◆ **What you will do**
From the entries below, copy every line where the string "Bosquet" appears.

[Collected data entries]
+++

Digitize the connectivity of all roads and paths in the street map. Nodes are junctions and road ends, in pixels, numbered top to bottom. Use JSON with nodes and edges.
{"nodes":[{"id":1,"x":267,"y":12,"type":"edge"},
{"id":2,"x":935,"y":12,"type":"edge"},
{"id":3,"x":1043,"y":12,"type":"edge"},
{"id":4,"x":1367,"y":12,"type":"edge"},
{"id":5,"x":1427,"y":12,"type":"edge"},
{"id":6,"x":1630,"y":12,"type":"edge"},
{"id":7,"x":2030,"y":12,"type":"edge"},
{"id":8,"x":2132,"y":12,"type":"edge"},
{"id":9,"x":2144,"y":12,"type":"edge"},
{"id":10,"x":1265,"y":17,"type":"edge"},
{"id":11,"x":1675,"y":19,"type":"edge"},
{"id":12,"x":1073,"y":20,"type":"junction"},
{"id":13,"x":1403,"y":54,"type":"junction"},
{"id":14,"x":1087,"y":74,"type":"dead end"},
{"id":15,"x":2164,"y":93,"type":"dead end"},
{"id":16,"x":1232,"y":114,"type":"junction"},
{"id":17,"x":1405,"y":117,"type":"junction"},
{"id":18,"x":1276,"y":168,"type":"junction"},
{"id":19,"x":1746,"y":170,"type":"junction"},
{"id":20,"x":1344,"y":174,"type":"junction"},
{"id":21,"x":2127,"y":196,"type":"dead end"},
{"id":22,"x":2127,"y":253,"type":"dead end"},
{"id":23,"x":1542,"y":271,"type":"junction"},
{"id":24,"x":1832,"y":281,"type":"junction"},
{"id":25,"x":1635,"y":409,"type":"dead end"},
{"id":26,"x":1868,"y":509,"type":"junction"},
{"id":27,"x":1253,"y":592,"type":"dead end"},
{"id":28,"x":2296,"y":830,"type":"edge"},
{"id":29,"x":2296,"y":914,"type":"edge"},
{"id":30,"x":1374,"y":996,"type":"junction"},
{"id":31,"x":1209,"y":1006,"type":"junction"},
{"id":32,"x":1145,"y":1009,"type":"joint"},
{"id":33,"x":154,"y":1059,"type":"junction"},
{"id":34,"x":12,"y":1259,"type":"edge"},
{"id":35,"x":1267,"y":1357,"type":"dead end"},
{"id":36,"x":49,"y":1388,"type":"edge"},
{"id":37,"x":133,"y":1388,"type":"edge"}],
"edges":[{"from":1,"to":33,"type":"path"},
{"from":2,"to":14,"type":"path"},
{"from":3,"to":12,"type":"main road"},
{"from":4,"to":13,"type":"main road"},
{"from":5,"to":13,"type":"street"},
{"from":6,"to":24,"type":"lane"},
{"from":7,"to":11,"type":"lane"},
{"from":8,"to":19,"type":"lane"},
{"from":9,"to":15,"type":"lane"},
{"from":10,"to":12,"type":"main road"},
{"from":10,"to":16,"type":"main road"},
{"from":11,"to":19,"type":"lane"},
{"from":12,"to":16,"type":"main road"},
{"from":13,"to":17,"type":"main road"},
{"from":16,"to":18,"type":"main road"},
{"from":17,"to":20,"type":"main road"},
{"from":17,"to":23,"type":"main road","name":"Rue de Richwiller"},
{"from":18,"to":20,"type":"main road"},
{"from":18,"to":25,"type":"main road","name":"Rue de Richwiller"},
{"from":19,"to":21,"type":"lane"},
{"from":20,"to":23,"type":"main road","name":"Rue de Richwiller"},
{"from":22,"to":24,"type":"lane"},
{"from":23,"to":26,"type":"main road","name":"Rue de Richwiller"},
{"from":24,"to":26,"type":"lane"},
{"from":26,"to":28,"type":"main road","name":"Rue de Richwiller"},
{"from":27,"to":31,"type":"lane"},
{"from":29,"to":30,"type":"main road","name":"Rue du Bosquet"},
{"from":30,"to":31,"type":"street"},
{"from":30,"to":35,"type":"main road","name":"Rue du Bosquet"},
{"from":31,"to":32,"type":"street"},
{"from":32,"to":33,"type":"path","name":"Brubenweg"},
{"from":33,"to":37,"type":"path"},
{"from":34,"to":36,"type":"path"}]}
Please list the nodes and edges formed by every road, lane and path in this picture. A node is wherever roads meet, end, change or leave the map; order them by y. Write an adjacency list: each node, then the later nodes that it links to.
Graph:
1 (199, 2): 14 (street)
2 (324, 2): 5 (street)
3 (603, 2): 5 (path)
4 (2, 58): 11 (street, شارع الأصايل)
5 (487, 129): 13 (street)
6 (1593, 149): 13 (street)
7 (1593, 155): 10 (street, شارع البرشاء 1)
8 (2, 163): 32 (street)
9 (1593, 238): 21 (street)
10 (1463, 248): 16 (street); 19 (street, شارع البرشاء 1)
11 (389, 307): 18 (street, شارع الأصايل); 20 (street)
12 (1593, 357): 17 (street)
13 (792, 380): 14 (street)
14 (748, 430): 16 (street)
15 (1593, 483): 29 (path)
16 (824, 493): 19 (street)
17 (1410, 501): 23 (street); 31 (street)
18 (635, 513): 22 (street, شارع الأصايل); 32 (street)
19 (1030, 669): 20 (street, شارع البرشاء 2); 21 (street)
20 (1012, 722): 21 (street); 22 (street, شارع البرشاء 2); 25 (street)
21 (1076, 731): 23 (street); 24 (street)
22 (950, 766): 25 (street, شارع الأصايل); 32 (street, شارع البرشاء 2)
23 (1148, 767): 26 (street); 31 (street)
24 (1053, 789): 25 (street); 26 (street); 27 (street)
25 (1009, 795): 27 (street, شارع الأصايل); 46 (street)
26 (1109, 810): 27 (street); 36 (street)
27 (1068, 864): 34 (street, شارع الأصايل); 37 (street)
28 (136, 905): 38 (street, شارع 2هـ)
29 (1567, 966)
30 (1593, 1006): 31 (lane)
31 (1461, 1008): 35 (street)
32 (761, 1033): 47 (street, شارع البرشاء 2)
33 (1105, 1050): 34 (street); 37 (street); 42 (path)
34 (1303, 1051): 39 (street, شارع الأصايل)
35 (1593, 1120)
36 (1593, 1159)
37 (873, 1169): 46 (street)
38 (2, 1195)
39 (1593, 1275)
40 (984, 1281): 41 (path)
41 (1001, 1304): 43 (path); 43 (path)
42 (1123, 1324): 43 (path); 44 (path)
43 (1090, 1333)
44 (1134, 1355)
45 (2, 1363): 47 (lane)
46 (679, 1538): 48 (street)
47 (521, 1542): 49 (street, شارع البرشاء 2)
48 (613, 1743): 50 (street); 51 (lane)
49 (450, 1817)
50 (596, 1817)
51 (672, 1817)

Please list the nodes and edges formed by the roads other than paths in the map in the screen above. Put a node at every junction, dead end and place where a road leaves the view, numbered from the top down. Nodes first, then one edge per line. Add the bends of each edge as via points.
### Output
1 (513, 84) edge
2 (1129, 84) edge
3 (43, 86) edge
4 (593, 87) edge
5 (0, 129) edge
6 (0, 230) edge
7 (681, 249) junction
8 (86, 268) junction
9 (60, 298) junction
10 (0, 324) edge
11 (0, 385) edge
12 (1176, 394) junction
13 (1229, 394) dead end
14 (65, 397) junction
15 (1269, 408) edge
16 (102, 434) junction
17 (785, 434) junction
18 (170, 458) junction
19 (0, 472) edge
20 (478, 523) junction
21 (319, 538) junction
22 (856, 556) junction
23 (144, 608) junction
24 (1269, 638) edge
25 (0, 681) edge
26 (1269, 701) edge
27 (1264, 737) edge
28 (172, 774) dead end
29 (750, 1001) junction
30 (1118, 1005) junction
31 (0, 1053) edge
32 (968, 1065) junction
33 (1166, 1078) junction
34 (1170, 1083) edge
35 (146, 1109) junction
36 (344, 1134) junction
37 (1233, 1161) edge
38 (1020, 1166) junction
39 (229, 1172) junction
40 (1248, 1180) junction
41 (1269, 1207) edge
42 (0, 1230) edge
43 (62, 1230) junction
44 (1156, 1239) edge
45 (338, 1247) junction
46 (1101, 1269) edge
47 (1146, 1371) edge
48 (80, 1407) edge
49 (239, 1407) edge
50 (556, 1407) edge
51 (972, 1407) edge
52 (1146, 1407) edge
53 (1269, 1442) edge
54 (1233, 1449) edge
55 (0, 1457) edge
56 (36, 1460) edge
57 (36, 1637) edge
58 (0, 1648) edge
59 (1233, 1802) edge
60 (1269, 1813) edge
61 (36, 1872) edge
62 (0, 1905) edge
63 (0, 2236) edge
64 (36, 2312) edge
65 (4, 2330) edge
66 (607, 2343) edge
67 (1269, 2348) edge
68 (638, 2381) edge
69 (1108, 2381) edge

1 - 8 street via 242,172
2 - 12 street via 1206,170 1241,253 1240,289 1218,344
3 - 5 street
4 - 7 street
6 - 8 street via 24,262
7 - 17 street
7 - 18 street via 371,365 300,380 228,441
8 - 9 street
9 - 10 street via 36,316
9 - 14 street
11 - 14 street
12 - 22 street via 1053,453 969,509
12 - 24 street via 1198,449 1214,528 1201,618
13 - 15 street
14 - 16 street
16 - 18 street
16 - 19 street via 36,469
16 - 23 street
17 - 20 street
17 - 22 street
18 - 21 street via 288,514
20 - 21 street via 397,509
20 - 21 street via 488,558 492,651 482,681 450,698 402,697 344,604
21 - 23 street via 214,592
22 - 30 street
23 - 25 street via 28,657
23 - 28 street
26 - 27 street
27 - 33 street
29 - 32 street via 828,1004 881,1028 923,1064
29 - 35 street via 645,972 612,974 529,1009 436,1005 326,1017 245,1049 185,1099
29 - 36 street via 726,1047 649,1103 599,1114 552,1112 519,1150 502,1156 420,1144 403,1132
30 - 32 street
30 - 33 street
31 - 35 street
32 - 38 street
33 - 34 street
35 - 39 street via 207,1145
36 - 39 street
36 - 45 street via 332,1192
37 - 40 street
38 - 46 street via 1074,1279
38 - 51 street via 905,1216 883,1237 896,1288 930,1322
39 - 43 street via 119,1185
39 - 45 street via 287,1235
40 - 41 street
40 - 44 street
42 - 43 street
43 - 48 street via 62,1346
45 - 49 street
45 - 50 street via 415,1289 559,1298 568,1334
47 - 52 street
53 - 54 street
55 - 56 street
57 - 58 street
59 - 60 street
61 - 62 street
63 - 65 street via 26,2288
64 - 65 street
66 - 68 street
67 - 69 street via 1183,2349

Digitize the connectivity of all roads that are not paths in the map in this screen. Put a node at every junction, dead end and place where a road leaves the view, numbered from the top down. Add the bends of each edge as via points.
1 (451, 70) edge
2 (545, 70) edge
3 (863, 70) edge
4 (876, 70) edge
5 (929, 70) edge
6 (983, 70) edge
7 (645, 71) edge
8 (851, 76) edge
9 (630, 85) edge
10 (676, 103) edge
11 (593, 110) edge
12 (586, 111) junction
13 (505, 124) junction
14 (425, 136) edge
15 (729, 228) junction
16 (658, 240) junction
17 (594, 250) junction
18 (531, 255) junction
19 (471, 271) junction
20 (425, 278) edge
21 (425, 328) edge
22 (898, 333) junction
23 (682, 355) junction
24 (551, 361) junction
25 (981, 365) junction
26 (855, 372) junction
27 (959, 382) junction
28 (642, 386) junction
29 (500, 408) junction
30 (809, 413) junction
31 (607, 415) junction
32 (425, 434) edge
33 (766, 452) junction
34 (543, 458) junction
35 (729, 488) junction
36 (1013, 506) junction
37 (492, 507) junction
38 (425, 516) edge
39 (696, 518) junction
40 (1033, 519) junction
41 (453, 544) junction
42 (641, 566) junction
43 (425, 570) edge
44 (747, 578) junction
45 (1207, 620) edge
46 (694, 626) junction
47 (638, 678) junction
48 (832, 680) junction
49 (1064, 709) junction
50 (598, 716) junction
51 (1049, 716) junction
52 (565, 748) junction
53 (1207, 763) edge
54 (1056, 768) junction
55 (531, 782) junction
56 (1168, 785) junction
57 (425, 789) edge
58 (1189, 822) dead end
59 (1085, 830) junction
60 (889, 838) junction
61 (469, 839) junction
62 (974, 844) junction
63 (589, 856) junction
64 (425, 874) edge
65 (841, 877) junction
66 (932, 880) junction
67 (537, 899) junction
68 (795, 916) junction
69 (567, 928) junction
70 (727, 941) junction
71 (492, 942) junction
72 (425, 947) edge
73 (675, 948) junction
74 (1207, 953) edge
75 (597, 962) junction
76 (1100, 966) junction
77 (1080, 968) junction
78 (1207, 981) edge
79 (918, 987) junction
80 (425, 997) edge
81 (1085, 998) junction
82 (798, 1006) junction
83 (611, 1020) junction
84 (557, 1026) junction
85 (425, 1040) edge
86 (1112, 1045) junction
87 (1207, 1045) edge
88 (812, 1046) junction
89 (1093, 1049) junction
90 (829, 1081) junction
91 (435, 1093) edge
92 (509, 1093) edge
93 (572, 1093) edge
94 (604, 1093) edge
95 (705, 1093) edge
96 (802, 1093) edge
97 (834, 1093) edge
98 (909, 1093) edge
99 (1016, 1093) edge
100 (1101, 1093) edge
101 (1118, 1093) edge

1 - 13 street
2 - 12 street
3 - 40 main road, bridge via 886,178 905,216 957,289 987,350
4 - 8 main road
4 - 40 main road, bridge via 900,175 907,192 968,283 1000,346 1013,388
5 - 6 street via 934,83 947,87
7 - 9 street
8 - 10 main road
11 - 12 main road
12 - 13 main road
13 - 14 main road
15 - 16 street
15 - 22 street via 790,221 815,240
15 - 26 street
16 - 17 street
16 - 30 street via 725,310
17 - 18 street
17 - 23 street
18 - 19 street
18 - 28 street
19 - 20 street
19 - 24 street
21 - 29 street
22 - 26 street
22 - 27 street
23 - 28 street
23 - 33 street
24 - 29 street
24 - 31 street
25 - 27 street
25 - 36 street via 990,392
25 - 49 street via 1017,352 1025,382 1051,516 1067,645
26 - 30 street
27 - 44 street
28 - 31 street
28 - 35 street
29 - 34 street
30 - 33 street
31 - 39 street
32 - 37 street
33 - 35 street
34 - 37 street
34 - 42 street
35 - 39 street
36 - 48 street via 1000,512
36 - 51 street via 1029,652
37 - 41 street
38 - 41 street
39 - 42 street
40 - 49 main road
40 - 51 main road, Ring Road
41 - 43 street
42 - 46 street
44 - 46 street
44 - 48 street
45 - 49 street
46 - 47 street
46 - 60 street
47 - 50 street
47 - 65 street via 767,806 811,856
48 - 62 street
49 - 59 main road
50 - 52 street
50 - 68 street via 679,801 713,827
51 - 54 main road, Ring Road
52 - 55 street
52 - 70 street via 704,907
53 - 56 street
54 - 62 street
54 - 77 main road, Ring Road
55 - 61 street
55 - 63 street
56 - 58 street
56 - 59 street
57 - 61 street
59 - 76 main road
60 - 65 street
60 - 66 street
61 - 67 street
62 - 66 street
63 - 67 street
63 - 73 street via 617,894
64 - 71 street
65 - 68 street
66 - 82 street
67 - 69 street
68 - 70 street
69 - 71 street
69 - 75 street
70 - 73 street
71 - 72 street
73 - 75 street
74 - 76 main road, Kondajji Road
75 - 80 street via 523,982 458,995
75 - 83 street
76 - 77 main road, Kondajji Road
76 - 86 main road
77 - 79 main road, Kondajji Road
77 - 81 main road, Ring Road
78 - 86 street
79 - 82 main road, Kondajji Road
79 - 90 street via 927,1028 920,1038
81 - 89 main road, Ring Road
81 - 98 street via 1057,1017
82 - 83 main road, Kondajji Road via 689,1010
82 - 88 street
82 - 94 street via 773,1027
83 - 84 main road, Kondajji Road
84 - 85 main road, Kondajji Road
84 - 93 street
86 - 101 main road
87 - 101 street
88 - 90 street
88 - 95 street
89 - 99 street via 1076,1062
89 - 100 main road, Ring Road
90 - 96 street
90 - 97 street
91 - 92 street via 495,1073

+++

◆ **Exercise solution**
{"from":29,"to":30,"type":"main road","name":"Rue du Bosquet"},
{"from":30,"to":35,"type":"main road","name":"Rue du Bosquet"},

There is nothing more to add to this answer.